═══ Dataset content ═══
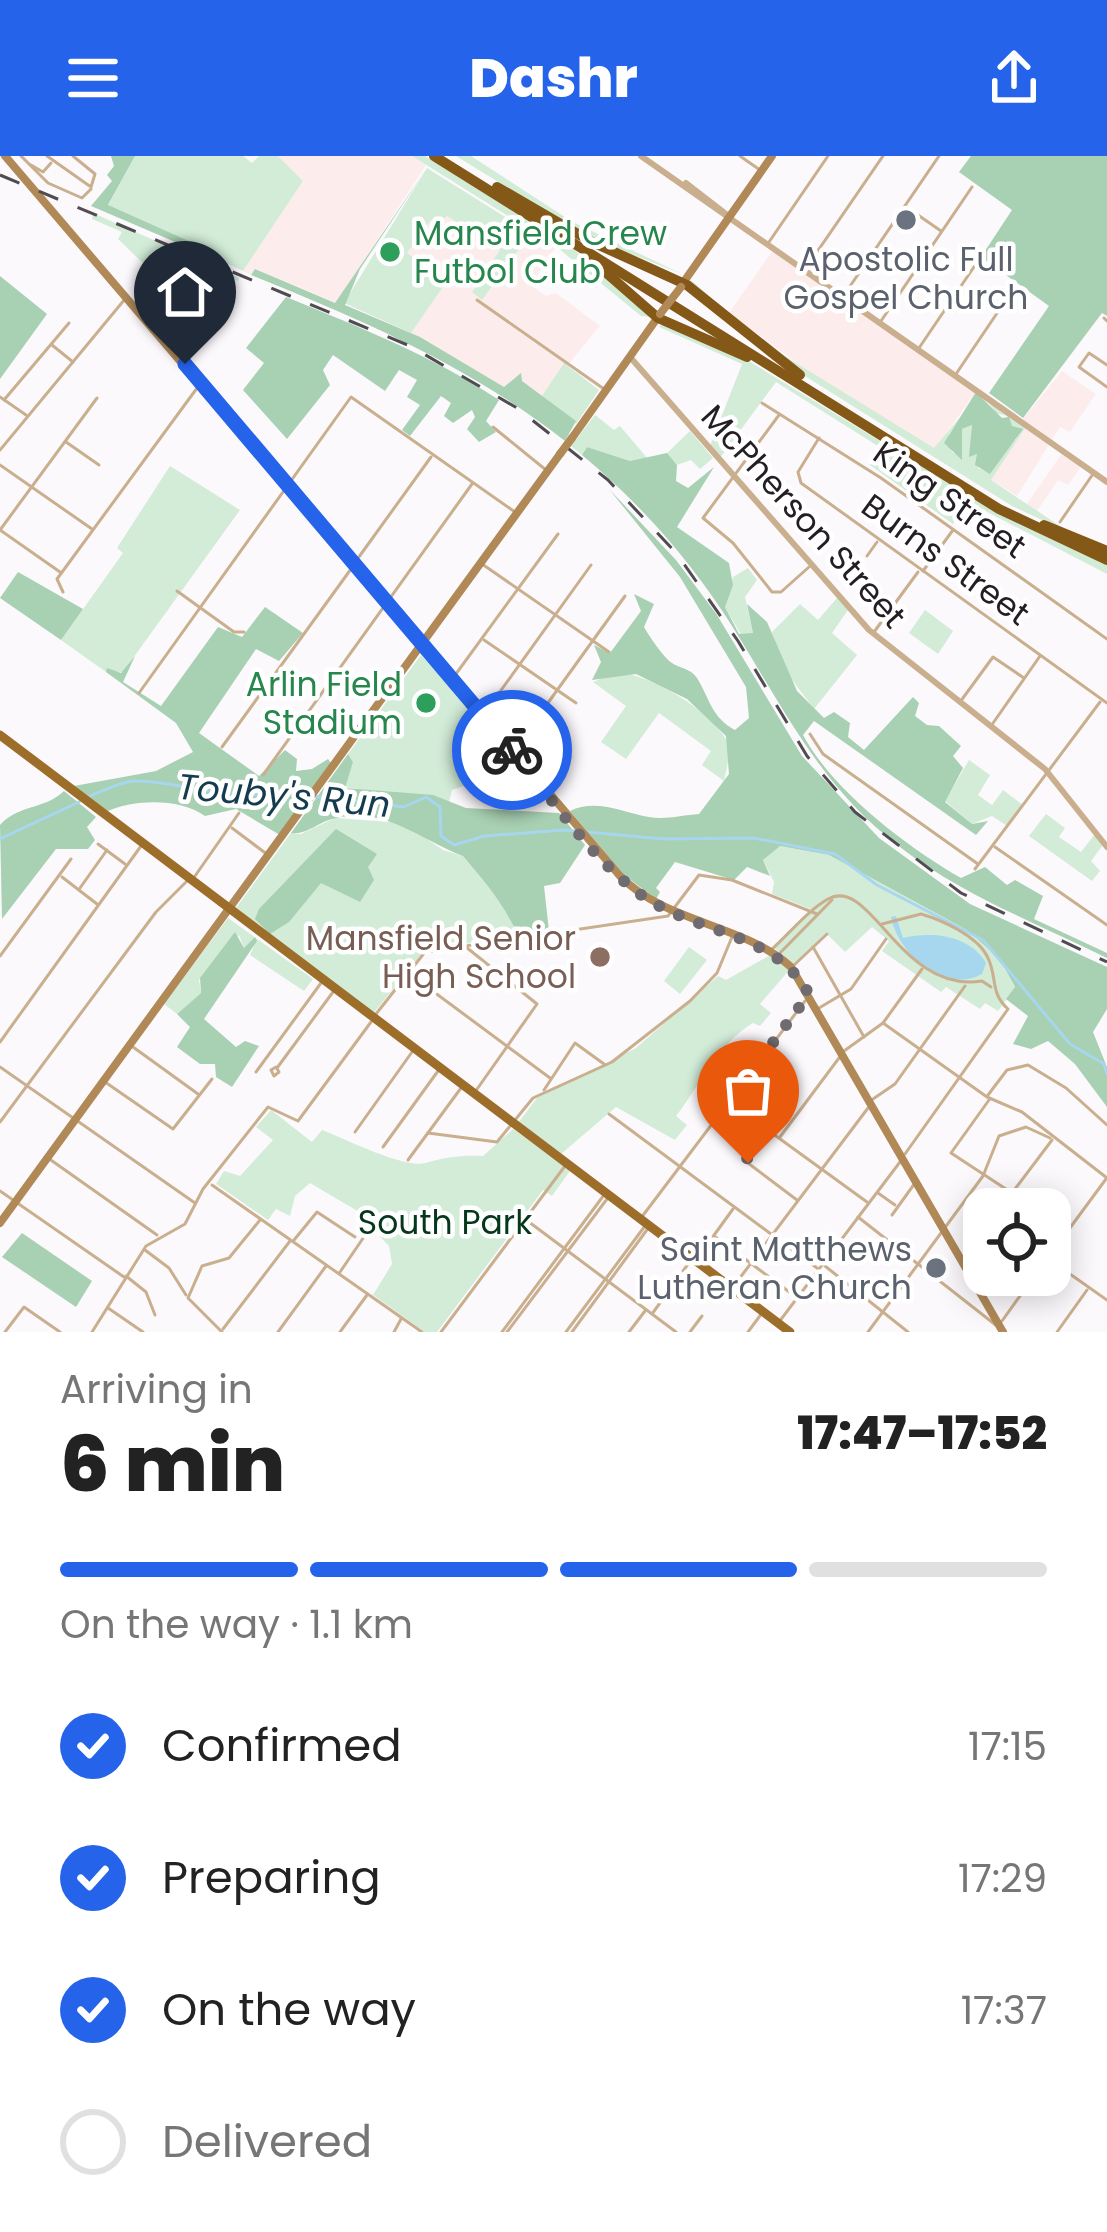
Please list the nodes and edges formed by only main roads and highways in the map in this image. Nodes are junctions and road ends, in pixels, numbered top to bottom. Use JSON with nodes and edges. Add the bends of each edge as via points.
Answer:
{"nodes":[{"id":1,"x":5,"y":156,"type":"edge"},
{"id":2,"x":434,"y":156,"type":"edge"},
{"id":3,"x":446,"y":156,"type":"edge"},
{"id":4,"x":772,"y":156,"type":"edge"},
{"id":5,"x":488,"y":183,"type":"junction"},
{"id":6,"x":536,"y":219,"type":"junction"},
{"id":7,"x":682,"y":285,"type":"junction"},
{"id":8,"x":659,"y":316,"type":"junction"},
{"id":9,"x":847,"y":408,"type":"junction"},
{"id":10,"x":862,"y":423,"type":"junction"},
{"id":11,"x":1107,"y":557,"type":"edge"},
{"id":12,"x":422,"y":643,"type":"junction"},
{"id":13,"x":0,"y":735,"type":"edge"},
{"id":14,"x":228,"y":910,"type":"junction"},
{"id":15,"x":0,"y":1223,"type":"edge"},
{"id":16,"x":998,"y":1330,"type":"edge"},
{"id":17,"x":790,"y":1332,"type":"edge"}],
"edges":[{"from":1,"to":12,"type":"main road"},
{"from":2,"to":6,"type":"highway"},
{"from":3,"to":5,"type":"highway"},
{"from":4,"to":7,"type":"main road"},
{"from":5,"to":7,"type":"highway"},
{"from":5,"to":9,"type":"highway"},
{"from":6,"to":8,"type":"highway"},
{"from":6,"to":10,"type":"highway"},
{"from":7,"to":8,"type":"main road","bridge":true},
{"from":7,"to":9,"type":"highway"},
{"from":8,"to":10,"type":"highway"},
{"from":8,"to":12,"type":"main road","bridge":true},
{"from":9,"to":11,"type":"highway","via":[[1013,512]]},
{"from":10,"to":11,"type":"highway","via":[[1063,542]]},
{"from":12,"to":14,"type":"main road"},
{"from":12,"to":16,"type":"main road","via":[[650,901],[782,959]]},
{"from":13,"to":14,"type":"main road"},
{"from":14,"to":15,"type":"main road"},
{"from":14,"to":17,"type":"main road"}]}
═══
═══ Dataset content ═══
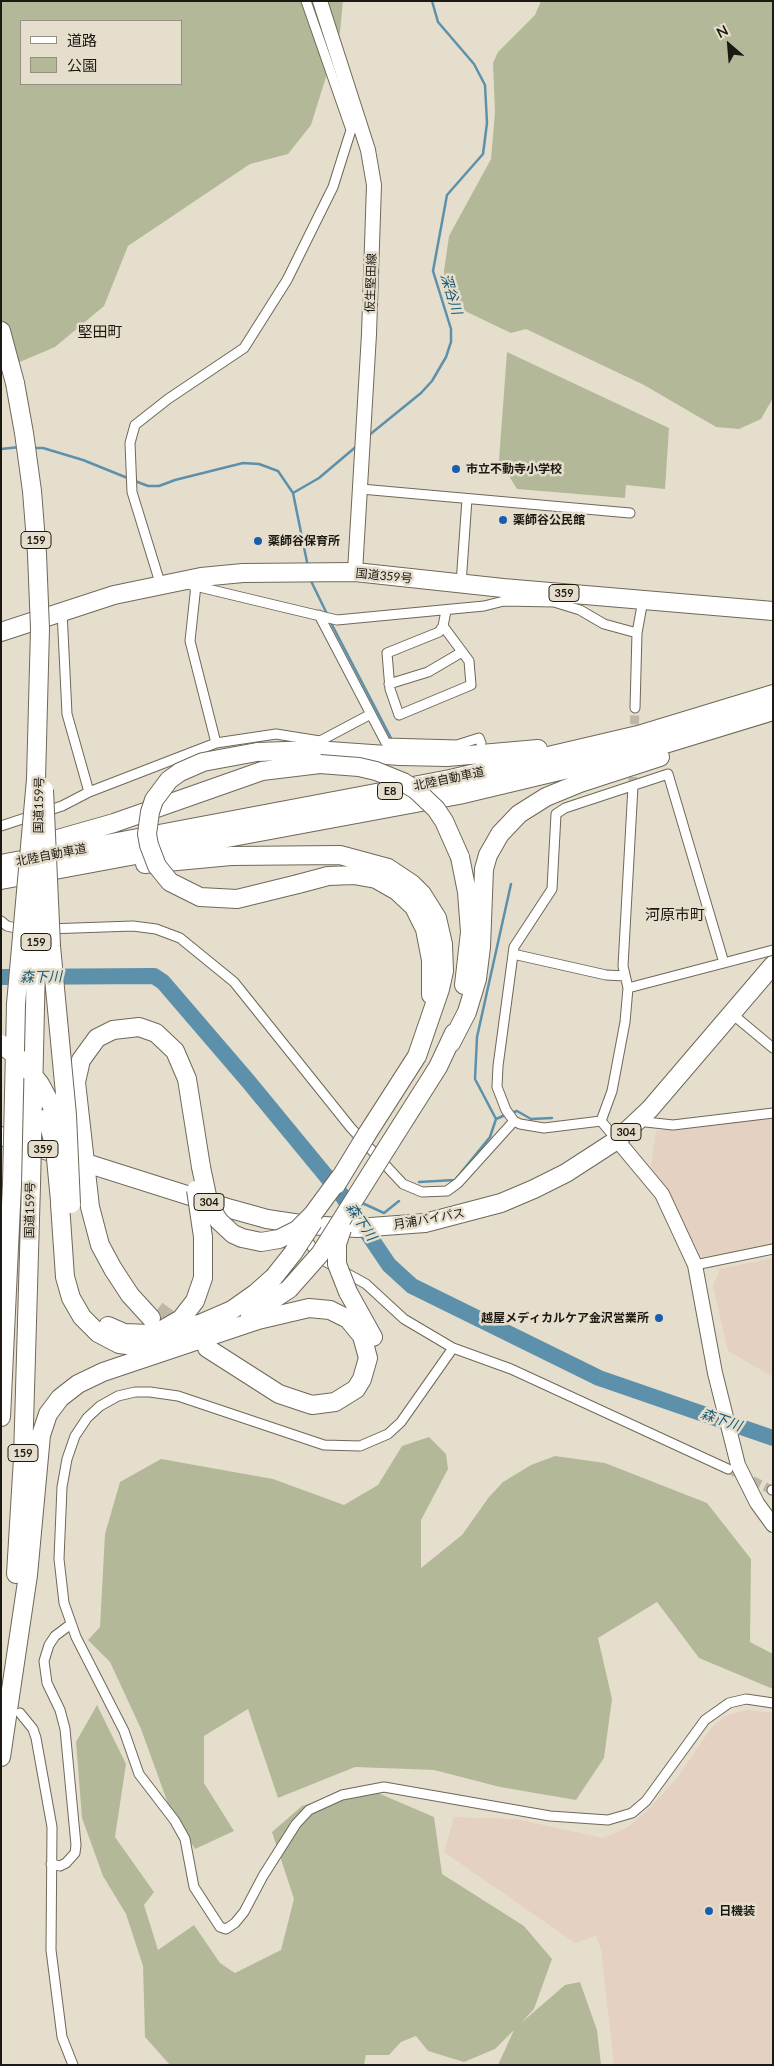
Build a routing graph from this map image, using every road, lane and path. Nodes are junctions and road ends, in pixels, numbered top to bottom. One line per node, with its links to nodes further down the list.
═══
■ Assignment:
Every line above with the string "this" in it should be copied into the answer.

■ Output of the exercise:
Please list the nodes and edges formed by only main roads and highways in the map in this image. Nodes are junctions and road ends, in pixels, numbered top to bottom. Use JSON with nodes and edges. Add the bends of each edge as via points.
Build a routing graph from this map image, using every road, lane and path. Nodes are junctions and road ends, in pixels, numbered top to bottom. One line per node, with its links to nodes further down the list.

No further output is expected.